[[ Source data, beginning ]]

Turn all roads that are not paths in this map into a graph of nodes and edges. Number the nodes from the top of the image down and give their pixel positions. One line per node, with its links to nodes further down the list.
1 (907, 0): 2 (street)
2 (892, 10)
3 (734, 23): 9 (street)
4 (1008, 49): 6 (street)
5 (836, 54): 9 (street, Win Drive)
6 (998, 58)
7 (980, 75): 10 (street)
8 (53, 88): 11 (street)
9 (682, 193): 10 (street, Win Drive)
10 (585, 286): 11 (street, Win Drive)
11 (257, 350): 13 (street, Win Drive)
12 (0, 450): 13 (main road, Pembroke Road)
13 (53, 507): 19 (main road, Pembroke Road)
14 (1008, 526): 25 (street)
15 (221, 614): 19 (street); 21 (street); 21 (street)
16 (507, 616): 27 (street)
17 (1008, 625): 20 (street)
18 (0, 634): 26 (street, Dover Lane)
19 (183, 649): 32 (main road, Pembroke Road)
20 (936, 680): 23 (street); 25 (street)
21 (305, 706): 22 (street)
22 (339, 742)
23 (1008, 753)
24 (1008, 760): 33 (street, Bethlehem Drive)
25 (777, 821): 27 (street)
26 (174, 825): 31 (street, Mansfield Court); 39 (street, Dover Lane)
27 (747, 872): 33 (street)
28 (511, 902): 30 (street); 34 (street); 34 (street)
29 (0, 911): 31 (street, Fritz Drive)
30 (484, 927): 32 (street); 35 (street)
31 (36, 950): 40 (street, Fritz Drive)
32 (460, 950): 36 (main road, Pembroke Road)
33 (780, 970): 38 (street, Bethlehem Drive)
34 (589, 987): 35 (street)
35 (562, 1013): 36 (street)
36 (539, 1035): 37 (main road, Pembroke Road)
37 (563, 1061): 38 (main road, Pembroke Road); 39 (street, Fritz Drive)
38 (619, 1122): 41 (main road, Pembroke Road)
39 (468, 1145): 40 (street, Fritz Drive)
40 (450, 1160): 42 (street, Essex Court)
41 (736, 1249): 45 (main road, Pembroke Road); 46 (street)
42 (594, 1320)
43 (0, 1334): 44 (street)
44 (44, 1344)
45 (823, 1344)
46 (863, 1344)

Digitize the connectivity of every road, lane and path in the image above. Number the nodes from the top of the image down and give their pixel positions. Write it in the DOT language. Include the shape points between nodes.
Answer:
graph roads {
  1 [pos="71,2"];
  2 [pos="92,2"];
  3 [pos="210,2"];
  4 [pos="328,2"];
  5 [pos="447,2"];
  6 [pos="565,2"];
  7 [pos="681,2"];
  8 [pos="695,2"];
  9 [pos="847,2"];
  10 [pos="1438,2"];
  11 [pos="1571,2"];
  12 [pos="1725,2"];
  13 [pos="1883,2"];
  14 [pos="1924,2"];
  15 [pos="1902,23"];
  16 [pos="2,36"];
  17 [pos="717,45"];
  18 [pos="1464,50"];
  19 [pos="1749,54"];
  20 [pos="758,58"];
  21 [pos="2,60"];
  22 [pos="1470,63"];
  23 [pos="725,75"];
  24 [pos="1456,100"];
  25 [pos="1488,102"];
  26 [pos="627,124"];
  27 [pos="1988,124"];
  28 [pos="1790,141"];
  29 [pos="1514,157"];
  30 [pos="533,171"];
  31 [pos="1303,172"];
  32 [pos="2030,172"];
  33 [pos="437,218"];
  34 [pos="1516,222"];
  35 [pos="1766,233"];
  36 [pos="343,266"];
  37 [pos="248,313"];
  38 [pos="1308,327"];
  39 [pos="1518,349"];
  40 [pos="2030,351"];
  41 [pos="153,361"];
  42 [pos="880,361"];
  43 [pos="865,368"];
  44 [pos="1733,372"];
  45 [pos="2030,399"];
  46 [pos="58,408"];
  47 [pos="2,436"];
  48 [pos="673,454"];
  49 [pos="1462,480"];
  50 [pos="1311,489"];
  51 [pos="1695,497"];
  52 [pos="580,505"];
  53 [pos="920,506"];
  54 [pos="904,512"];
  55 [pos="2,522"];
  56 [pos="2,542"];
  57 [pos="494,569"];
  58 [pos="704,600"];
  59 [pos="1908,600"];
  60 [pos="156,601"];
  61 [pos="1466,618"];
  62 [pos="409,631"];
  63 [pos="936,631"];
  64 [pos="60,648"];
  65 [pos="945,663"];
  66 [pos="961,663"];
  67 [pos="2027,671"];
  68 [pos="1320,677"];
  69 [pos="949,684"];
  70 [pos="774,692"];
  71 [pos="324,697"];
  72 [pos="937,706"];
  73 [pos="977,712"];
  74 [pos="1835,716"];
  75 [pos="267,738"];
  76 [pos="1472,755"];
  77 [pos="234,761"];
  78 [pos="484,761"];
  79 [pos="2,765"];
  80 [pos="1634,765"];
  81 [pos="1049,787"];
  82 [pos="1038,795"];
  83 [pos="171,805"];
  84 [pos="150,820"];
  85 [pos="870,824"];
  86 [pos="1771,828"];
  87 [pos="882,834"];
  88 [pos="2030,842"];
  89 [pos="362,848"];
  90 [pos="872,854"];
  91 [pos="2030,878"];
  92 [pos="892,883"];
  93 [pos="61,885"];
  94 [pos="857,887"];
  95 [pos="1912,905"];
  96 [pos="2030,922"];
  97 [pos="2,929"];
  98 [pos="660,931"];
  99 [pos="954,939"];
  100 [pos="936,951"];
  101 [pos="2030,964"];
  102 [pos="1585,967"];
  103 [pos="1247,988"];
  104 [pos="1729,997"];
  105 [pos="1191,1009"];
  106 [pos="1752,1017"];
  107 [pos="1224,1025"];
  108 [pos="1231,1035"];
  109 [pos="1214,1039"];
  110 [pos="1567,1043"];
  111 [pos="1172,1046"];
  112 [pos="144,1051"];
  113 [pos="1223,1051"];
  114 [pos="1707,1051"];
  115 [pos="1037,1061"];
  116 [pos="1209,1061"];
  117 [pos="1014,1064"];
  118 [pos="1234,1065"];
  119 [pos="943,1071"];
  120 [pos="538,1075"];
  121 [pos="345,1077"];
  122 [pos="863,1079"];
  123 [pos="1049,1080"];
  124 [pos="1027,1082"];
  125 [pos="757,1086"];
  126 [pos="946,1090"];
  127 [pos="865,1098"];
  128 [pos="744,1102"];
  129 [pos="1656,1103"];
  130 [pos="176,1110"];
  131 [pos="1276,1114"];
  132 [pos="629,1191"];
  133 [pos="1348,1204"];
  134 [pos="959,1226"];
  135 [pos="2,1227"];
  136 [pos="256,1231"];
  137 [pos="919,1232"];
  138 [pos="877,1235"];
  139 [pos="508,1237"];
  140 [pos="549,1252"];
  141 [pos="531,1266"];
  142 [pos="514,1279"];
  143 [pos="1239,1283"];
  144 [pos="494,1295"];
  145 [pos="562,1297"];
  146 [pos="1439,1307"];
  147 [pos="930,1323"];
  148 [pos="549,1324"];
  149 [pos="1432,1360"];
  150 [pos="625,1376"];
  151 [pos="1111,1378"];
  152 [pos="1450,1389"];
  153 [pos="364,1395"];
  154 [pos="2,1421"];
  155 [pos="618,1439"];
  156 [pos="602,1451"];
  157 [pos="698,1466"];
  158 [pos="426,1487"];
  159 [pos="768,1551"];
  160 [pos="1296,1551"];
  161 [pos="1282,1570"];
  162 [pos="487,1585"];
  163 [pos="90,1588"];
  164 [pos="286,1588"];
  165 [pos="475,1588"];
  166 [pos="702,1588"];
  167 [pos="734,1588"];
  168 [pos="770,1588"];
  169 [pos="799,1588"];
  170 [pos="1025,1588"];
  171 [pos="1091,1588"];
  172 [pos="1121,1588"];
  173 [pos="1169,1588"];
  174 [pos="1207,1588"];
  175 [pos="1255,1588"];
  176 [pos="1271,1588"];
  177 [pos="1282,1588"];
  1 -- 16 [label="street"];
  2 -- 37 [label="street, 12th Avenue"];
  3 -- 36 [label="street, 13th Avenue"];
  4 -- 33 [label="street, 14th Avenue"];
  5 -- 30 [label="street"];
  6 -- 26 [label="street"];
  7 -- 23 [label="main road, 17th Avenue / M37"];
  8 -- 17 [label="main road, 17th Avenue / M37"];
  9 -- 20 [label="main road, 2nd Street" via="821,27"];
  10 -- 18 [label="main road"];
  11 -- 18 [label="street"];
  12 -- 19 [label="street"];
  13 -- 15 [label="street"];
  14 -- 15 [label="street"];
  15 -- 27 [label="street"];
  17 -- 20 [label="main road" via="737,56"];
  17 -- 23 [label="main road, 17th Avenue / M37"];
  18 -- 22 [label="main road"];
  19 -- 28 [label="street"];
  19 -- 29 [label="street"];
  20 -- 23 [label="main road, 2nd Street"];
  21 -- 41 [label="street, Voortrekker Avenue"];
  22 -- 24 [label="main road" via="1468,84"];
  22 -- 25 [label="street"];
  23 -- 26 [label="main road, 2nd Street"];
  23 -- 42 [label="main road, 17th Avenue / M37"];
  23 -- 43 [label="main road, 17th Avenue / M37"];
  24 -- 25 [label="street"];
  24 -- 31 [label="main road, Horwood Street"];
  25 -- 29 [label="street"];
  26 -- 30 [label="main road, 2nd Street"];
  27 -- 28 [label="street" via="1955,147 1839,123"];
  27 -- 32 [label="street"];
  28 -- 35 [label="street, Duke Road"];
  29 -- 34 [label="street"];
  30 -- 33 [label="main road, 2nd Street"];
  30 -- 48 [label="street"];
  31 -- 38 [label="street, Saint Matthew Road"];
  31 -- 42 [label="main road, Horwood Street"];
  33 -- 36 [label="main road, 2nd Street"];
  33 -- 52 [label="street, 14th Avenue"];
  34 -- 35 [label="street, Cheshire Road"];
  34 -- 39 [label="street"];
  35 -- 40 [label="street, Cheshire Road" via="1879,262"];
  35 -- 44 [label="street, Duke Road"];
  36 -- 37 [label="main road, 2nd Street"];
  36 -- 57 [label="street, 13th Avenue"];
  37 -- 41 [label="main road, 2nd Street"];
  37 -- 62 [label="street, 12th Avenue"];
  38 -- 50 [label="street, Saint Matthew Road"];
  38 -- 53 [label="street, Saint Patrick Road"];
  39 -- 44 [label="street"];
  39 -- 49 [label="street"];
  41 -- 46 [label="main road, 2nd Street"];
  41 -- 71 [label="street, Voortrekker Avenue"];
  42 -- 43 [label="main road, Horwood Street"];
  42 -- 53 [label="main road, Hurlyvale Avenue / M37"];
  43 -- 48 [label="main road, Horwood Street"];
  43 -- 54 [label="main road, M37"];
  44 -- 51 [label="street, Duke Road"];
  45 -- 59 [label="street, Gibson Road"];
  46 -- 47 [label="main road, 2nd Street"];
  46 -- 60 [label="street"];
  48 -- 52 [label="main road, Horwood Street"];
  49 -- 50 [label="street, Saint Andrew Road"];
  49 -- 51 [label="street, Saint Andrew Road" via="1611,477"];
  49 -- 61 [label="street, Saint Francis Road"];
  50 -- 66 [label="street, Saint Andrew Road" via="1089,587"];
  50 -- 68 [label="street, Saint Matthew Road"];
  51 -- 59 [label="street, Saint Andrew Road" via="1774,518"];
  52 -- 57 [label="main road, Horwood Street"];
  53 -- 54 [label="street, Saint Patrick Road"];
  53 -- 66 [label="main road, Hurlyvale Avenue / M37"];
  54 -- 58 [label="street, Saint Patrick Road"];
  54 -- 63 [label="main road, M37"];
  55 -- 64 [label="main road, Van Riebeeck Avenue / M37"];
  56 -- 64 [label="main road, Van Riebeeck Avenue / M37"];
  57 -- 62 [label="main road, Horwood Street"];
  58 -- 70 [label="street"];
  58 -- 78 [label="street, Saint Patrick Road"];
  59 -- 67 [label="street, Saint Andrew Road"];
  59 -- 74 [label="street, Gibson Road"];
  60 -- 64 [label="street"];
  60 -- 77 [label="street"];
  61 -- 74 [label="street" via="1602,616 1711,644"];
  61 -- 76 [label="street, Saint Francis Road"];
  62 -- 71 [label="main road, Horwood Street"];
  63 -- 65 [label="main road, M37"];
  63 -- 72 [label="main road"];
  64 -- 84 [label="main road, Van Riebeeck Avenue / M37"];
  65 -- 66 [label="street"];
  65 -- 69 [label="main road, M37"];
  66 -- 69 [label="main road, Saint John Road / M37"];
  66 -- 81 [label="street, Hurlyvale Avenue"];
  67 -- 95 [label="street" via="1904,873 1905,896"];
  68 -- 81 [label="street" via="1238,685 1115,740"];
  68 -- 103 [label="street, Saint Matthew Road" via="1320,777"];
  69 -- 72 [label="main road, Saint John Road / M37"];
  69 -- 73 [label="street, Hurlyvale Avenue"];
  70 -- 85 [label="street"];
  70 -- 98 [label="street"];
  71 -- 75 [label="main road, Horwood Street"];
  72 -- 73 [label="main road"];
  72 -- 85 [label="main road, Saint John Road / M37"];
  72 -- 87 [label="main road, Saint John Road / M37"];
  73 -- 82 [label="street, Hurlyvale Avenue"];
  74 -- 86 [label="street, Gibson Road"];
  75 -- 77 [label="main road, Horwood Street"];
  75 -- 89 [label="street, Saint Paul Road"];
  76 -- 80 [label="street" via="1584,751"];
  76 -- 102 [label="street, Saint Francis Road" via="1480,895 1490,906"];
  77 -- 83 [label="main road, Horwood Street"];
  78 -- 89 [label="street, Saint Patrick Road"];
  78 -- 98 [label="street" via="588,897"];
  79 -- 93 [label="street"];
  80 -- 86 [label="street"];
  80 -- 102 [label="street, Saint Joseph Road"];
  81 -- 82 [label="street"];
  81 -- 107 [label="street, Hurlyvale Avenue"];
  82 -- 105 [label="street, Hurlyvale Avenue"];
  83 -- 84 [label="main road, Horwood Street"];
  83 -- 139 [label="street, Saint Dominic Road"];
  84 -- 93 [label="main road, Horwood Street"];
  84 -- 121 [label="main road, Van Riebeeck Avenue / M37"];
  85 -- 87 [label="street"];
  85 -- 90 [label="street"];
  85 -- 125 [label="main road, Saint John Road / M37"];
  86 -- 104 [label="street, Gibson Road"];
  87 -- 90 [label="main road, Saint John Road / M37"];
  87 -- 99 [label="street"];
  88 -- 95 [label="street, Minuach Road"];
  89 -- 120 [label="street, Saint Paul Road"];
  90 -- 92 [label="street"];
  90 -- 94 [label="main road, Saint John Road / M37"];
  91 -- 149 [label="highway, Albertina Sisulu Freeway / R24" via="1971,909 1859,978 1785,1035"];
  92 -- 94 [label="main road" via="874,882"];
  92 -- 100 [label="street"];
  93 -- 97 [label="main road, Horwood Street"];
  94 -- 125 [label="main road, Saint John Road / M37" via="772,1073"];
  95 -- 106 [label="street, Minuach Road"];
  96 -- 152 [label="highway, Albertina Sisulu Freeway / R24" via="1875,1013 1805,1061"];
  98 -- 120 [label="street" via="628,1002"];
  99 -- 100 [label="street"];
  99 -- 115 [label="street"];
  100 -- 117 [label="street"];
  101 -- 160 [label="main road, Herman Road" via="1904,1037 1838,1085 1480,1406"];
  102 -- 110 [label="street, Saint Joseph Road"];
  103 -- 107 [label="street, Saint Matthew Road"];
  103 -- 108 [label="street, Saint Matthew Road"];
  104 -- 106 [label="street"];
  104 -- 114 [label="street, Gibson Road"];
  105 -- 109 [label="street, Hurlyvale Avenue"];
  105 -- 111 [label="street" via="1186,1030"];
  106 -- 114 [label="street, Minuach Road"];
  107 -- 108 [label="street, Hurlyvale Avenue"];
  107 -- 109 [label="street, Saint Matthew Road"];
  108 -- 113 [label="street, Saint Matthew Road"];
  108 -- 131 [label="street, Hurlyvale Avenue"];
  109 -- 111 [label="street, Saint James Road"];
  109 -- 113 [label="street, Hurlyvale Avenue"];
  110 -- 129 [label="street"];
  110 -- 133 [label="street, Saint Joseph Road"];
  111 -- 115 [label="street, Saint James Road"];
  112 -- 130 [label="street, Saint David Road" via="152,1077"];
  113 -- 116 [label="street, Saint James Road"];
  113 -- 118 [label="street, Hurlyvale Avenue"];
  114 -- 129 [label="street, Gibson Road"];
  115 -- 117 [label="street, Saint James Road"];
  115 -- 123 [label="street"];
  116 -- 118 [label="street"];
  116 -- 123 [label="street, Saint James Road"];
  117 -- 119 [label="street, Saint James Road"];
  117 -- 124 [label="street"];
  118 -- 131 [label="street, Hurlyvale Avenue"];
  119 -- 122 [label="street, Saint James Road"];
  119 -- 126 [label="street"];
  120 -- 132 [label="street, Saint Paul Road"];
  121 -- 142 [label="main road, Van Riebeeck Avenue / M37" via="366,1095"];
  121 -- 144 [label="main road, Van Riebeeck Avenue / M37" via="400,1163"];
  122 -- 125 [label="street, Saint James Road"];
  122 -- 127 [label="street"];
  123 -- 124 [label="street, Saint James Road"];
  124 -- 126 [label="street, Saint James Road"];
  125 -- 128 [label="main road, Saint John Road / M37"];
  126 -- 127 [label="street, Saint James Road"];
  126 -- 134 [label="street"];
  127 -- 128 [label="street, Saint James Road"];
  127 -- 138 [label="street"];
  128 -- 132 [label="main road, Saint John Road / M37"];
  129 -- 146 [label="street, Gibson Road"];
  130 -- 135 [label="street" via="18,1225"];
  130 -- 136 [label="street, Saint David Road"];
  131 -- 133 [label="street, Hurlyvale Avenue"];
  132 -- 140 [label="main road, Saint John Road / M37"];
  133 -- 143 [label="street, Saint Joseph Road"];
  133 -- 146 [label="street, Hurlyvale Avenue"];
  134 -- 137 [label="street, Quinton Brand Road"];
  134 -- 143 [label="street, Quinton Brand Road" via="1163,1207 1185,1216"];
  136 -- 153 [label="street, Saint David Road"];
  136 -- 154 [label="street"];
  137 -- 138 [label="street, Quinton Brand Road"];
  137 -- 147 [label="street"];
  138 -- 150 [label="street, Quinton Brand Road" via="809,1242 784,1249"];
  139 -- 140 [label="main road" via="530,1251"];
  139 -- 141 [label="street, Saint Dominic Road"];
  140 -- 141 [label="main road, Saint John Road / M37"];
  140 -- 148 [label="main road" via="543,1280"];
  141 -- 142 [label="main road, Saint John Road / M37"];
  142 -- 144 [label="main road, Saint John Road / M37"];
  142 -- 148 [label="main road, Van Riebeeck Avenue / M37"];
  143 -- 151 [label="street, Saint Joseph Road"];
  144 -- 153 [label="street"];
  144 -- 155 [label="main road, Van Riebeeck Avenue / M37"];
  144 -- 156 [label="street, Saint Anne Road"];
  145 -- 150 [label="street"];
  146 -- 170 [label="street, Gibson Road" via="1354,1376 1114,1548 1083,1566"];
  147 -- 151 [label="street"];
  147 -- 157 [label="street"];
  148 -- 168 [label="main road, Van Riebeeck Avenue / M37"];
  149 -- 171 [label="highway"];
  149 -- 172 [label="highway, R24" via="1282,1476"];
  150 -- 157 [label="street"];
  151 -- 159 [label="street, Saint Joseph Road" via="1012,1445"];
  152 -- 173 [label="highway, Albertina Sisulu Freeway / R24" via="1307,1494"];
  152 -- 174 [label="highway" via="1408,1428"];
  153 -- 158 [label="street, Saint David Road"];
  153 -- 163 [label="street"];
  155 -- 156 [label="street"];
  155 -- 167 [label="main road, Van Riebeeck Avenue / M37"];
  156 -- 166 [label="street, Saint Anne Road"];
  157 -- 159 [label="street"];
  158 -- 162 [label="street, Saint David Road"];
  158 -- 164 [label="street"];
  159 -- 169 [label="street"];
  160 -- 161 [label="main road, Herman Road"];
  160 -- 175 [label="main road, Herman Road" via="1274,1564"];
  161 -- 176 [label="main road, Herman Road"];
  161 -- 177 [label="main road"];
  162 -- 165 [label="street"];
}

[[ Source data, end ]]

Count every line in the entries above where the word "Voortrekker" appears; respond with the number alone.

2